Attachment is discouraged–no, worse than that–attachment is blasphemous.
And yet, what could the bond between master and padawan possibly be otherwise?
Still, you keep such questions to yourself. No need to cause complications for Master Bant, and you are reluctant to prove yourself anything less than the perfect student. (Pride, that’s blasphemous, too.)
The bond between you and Master Bant grow even as missions turn from tense assignments to fraught battles, the galaxy going to war. She teaches you negotiating and healing and fighting and how to tell when is the right time for each. She teaches you how to survive, she teaches you to be independent, she teaches you that sometimes the most important things are the ones left unsaid.
You never told Master Bant “thank you” because the relationship between master and padawan inherently revolves around teaching. It would be like thanking gravity for pulling you to the planet, or thanking the stars for burning bright in the void of space.
You also never told Master Bant “I love you.”
You didn’t have the words for it until long after Master Bant’s light had gone out.
The couple who find you–you and the wreckage of your emergency shuttle–stare at you with wide, kind, and concerned eyes, not a drop of fear in them.
How foolish.
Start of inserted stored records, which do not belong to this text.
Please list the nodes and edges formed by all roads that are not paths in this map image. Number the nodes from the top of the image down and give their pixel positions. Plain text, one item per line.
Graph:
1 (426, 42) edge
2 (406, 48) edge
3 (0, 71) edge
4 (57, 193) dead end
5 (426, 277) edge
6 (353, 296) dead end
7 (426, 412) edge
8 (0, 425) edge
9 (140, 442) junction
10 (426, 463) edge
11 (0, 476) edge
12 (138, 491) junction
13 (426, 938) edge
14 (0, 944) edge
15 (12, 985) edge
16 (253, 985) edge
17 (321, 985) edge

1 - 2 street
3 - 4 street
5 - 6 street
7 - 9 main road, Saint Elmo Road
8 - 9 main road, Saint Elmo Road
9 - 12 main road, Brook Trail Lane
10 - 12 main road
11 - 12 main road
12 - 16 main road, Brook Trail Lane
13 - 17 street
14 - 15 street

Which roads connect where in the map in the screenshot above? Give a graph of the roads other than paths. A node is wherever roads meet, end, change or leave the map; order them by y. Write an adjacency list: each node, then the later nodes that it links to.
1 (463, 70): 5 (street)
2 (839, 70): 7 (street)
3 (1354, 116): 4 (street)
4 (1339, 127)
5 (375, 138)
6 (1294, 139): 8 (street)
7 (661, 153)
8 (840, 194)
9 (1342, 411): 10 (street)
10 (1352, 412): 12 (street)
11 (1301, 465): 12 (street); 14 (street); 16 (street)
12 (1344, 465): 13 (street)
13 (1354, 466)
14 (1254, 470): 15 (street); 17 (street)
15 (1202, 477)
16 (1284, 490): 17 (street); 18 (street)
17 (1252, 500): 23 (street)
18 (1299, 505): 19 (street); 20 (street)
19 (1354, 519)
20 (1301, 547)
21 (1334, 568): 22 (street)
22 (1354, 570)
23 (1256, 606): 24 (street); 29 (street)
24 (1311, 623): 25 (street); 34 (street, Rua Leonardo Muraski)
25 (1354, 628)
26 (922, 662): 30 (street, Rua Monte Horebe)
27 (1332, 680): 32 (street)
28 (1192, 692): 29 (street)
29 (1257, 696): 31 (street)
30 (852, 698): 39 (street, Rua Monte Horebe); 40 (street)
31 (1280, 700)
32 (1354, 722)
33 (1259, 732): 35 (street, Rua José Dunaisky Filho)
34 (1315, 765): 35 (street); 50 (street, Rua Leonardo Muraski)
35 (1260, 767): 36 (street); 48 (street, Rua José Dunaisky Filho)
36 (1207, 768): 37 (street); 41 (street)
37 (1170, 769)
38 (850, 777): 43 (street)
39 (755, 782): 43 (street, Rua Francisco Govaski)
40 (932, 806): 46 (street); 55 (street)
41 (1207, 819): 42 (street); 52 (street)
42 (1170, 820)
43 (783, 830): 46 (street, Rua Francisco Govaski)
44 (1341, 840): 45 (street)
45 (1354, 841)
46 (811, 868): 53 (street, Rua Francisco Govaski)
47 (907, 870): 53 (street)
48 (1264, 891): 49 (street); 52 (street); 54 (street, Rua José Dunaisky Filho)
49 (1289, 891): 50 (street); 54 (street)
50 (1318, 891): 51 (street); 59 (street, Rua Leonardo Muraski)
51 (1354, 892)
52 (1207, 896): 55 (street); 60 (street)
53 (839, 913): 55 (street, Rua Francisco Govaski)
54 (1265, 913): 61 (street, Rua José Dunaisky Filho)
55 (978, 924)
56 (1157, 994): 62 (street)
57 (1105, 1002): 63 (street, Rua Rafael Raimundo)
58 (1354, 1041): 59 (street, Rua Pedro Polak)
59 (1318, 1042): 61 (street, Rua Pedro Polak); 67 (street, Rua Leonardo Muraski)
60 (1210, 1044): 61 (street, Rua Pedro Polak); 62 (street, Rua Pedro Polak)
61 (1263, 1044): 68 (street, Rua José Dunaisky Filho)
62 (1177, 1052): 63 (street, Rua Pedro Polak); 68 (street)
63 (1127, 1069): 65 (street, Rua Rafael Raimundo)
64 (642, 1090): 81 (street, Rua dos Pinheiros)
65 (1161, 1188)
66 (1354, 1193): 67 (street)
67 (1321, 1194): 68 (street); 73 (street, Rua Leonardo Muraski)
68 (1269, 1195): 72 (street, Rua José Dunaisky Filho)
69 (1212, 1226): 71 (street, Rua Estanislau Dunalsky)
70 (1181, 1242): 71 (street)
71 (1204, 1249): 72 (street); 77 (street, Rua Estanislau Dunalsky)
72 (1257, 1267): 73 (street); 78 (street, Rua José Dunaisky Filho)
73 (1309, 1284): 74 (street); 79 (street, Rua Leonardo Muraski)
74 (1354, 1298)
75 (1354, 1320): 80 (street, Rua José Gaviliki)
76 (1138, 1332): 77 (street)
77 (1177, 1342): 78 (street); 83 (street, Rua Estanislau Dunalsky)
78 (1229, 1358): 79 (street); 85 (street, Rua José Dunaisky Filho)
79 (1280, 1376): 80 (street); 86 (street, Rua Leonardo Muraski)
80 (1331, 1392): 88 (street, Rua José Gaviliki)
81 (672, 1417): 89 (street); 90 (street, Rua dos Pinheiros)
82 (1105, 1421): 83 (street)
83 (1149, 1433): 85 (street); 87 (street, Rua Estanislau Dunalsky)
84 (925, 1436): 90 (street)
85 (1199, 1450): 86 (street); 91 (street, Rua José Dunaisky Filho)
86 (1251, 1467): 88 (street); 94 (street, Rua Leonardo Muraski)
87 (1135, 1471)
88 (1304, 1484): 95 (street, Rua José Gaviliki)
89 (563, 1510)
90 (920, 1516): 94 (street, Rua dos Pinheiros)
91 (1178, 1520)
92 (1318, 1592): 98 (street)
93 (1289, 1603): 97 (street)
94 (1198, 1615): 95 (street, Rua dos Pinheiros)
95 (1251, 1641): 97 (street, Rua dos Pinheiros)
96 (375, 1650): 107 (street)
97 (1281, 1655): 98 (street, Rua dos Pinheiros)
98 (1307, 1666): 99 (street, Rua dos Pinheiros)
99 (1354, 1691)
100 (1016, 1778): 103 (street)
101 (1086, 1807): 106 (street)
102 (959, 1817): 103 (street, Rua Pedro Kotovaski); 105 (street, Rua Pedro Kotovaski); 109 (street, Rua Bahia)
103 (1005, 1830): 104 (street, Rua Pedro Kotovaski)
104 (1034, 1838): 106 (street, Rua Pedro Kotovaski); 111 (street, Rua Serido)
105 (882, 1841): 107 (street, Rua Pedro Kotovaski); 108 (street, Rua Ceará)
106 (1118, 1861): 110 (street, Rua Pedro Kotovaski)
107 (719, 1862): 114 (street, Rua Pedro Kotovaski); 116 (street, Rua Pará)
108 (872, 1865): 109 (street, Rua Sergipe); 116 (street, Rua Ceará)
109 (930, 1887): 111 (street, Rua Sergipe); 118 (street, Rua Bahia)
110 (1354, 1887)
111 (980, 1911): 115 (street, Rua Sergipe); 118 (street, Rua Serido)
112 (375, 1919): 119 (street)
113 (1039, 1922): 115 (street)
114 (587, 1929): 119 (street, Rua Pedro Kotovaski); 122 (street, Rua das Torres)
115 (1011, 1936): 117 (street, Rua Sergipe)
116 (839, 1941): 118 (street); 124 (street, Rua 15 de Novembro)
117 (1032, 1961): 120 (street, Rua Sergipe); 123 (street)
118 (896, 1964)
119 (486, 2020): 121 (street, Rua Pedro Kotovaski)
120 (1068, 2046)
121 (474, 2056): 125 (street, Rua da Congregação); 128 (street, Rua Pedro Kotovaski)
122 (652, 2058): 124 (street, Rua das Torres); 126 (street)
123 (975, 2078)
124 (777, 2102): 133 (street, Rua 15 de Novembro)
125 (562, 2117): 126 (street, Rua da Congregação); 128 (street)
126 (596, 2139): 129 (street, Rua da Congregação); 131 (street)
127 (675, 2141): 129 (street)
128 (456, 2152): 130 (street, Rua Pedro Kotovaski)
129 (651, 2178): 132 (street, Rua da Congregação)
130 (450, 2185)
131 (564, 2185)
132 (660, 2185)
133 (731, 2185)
You could hurt them. So easily. Your lightsaber unlit but steady in your grip. You are mourning, ravaged with your grief, and you understand now how Jedi could fall to the Dark side. You are nothing more than your emotions, your loss, and these people mean nothing to you.
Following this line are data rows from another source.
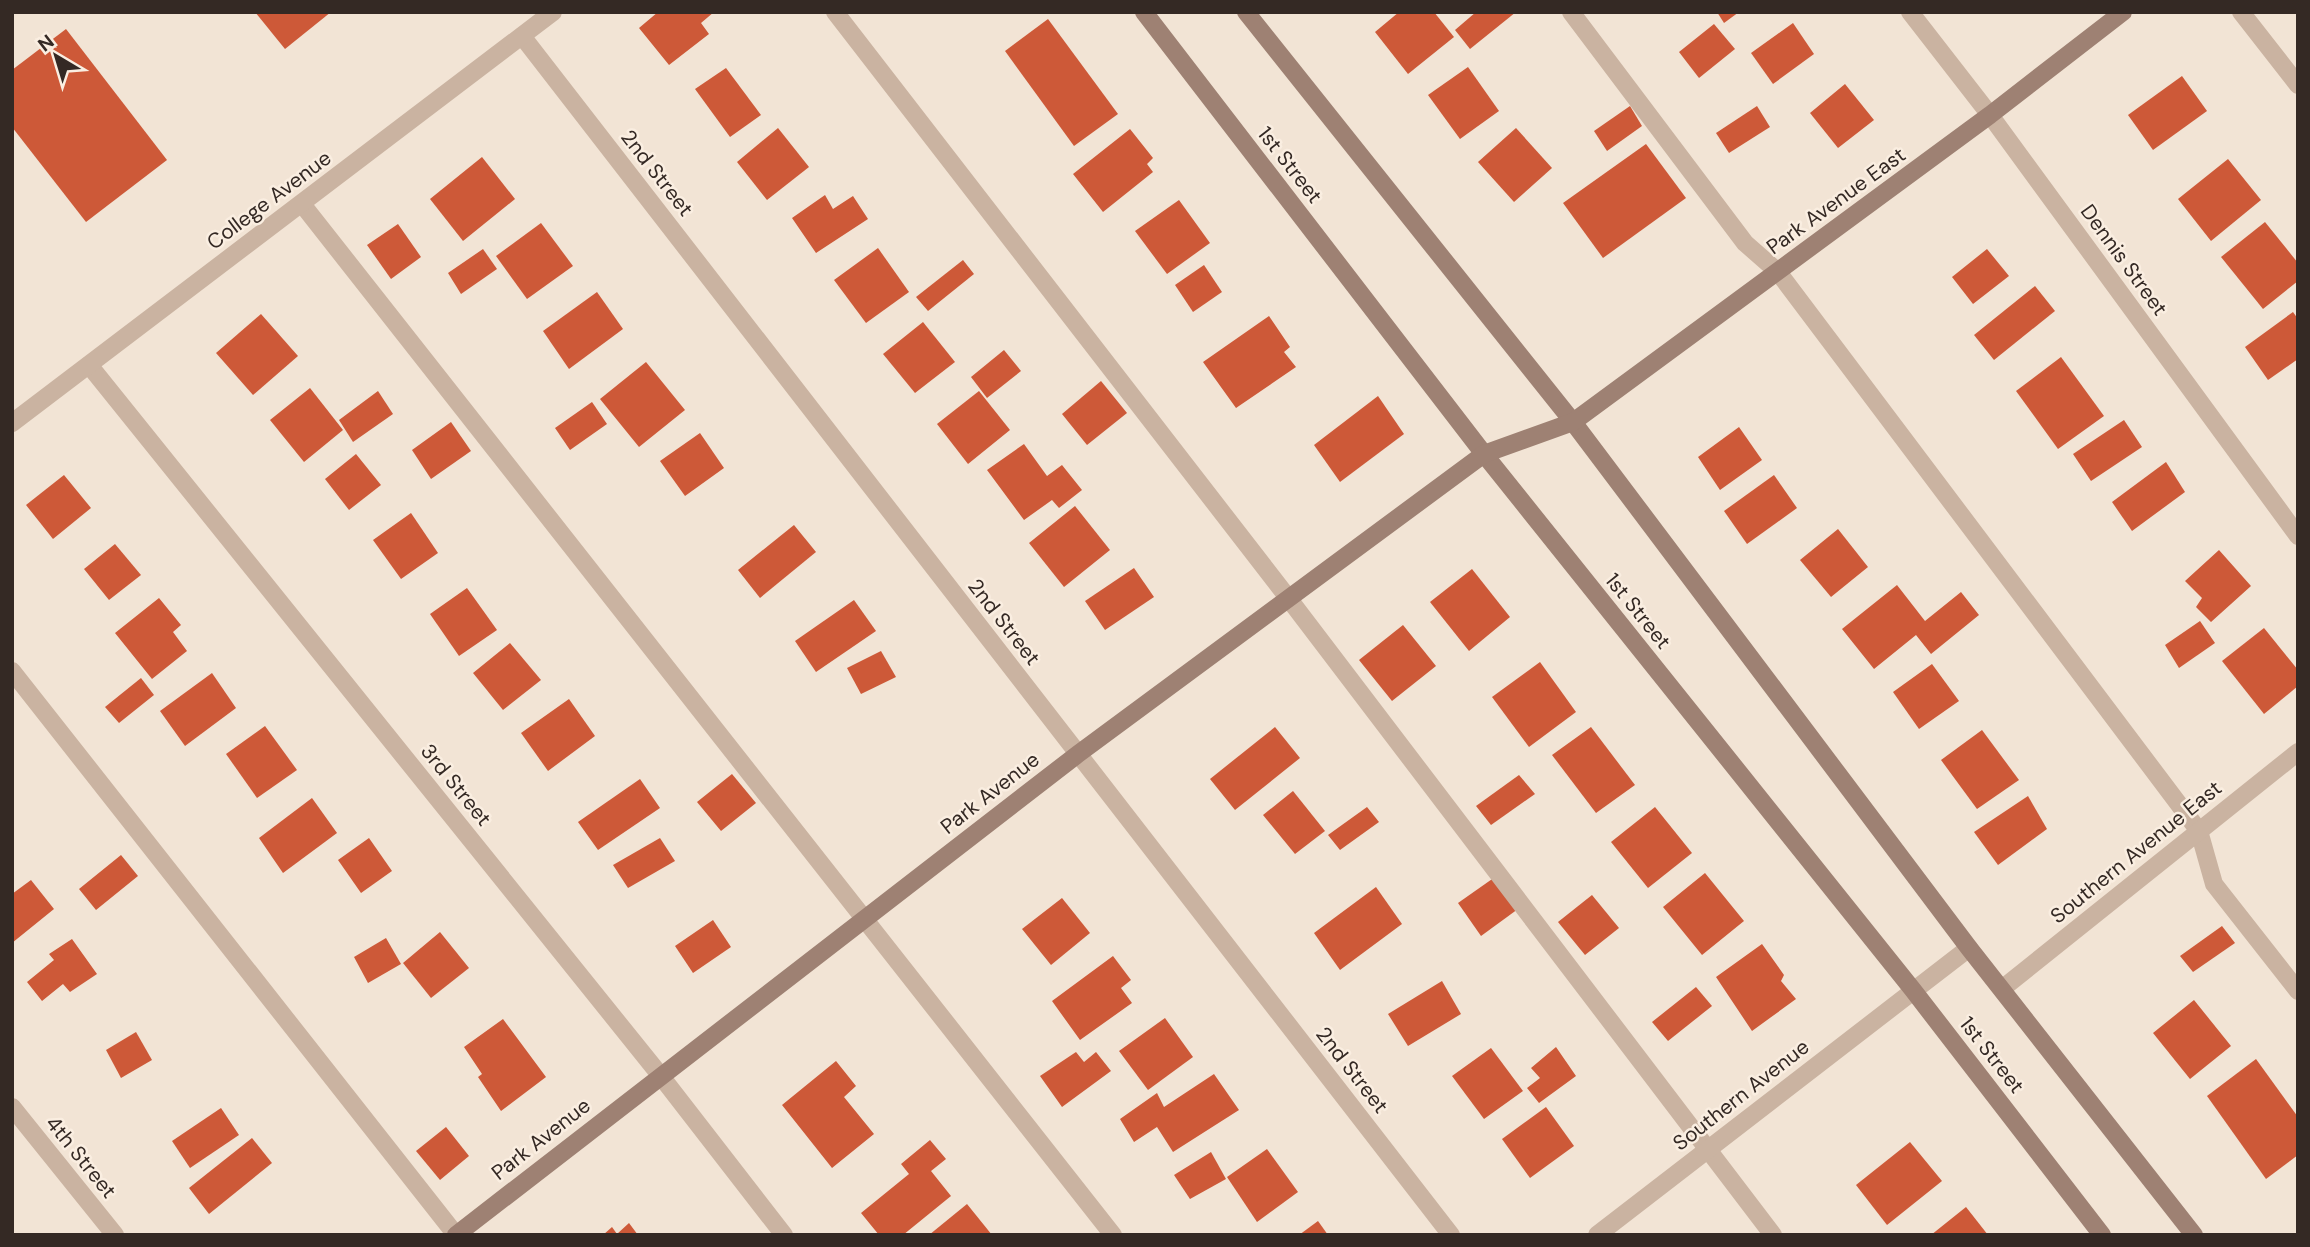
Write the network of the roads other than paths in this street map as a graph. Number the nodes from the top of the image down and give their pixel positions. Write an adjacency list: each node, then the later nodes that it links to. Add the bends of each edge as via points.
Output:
1 (553, 12): 9 (street, College Avenue)
2 (835, 12): 19 (street)
3 (1143, 12): 17 (main road, 1st Street)
4 (1246, 12): 15 (main road)
5 (1571, 12): 13 (street, via 1745,243)
6 (1910, 12): 11 (street, Dennis Street)
7 (2123, 12): 11 (main road, Park Avenue East)
8 (2241, 12): 10 (street)
9 (522, 36): 12 (street, College Avenue); 22 (street, 2nd Street)
10 (2298, 85)
11 (1990, 115): 13 (main road, Park Avenue East); 18 (street, Dennis Street)
12 (302, 204): 14 (street, College Avenue); 24 (street)
13 (1778, 272): 15 (main road, Park Avenue East); 23 (street)
14 (89, 365): 16 (street, College Avenue); 29 (street, 3rd Street)
15 (1573, 422): 17 (main road, Park Avenue); 25 (main road)
16 (12, 423)
17 (1484, 454): 19 (main road, Park Avenue); 27 (main road, 1st Street)
18 (2298, 536)
19 (1289, 599): 22 (main road, Park Avenue); 31 (street)
20 (12, 671): 33 (street)
21 (2298, 752): 23 (street, Southern Avenue East)
22 (1077, 754): 24 (main road, Park Avenue); 36 (street, 2nd Street)
23 (2199, 831): 26 (street, Southern Avenue East); 28 (street, via 2214,884)
24 (866, 917): 29 (main road, Park Avenue); 35 (street)
25 (1969, 948): 26 (main road); 27 (street, Southern Avenue)
26 (2003, 988): 40 (main road)
27 (1913, 990): 31 (street, Southern Avenue); 39 (main road, 1st Street)
28 (2298, 991)
29 (660, 1075): 33 (main road, Park Avenue); 34 (street, 3rd Street)
30 (12, 1107): 32 (street, 4th Street)
31 (1707, 1150): 37 (street, Southern Avenue); 38 (street)
32 (115, 1235)
33 (456, 1235)
34 (784, 1235)
35 (1113, 1235)
36 (1451, 1235)
37 (1597, 1235)
38 (1773, 1235)
39 (2102, 1235)
40 (2194, 1235)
But they are kind and fearless–oblivious–they see only a crying child, and not the battle-hardened warrior you truly are.
But perhaps they aren’t entirely wrong, either. When the woman draws closer, labor rough hands gently wiping at your tears, you do not attack. You collapse into her embrace, body wracked with sobs, grip tightly, desperately, to the fabric of her clothes, aching to hold on.
A few days later, you erase this particular moment from their memories to keep them safe from your past–or to keep your past safe from them–but maybe, you think, in the future you will tell them the truth.
A few years later, another war of a smaller but no less horrific scale breaks out.
You are the last Kinokawa.
You have learned by now about keeping things to yourself. You know so well the poisonous coursing of regret in your heart. Words bitten back and left to fester because those who would hear them are no longer alive.
You want to tell your family. Or, rather, you don’t not want to tell them before it’s too late.
That deadline approaches, tensions rise, the familiar vanguard of war. Your family sent out to the front lines, in the thick of it, already scarred by the dangers you couldn’t shield them from. You have your youngest child to think of, but what kind of mother would you be if you didn’t do all you could to ensure the world Eerin grew up in were as safe and peaceful as could be?
Send me, send me, you do not ask, do not say.
You do not need to. You send yourself.
A/N: the last one isn’t really SAD canon compliant with the whole “post-Gelel Yoshino involves herself with the events of Episode IV” plot… probably it’s part of the post-Jashin!AU?